**Assignment:** Your answer should hold exactly the lines from the one with "Quick job: Dump" through the final line of the data below, reproduced as written.

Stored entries
■ ■ ■
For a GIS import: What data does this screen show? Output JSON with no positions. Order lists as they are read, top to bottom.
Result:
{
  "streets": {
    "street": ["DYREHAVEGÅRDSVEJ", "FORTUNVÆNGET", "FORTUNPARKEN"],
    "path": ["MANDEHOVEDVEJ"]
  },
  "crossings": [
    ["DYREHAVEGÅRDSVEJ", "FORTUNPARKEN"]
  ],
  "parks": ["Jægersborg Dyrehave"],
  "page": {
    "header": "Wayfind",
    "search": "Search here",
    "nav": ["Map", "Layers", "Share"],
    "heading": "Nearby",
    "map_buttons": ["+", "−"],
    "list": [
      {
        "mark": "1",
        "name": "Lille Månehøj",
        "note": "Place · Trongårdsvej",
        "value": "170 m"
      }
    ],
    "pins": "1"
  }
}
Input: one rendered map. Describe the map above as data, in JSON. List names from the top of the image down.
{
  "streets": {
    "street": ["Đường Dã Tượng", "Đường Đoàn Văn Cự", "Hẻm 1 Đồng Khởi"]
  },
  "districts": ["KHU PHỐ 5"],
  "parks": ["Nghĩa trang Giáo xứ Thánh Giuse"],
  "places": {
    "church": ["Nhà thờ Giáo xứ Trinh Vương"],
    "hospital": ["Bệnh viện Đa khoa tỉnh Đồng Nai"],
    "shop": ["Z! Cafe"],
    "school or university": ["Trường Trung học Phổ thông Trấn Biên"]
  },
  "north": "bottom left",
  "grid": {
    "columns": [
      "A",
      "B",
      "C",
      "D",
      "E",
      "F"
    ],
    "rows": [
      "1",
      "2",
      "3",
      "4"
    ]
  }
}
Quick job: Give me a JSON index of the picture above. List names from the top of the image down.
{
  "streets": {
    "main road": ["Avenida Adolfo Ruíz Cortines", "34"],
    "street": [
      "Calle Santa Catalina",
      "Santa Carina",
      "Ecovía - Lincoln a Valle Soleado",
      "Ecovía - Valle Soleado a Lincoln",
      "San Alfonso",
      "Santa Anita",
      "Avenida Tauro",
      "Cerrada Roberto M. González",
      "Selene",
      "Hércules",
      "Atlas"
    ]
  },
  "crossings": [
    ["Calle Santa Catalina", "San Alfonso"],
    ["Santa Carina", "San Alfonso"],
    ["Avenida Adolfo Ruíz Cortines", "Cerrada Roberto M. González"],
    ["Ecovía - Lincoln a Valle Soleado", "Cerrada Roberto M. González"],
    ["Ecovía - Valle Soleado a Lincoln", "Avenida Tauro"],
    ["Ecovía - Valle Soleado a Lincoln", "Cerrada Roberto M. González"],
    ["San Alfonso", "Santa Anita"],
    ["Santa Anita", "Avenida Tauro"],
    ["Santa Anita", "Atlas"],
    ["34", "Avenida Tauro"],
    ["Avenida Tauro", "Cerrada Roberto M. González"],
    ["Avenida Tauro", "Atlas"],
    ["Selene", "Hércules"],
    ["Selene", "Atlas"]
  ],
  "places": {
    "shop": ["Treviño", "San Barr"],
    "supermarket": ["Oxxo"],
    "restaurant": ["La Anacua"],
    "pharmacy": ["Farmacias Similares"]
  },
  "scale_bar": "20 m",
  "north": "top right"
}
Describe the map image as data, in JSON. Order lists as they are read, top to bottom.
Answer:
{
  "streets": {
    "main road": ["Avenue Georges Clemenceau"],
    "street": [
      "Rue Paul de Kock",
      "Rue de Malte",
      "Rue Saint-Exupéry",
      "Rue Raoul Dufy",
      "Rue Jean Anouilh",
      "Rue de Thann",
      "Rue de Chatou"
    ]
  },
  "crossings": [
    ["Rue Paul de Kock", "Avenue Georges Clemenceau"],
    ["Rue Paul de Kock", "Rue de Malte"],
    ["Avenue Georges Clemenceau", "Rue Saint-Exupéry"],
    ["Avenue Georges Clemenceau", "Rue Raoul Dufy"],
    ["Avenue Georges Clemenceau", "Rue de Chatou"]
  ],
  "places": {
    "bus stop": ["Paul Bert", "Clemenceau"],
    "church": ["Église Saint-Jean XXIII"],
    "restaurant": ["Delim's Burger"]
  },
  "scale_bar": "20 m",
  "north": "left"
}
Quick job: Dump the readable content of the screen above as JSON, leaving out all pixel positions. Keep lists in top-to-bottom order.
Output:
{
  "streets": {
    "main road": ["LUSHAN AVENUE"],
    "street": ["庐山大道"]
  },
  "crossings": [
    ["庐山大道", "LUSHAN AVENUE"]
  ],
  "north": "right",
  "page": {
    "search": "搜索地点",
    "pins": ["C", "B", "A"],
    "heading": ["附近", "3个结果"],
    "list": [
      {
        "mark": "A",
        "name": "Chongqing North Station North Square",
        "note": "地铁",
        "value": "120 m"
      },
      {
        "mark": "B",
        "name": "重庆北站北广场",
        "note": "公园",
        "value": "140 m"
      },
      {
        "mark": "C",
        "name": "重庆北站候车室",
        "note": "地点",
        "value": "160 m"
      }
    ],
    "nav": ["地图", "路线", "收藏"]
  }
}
■ ■ ■
**Task output:**
Quick job: Dump the readable content of the screen above as JSON, leaving out all pixel positions. Keep lists in top-to-bottom order.
Output:
{
  "streets": {
    "main road": ["LUSHAN AVENUE"],
    "street": ["庐山大道"]
  },
  "crossings": [
    ["庐山大道", "LUSHAN AVENUE"]
  ],
  "north": "right",
  "page": {
    "search": "搜索地点",
    "pins": ["C", "B", "A"],
    "heading": ["附近", "3个结果"],
    "list": [
      {
        "mark": "A",
        "name": "Chongqing North Station North Square",
        "note": "地铁",
        "value": "120 m"
      },
      {
        "mark": "B",
        "name": "重庆北站北广场",
        "note": "公园",
        "value": "140 m"
      },
      {
        "mark": "C",
        "name": "重庆北站候车室",
        "note": "地点",
        "value": "160 m"
      }
    ],
    "nav": ["地图", "路线", "收藏"]
  }
}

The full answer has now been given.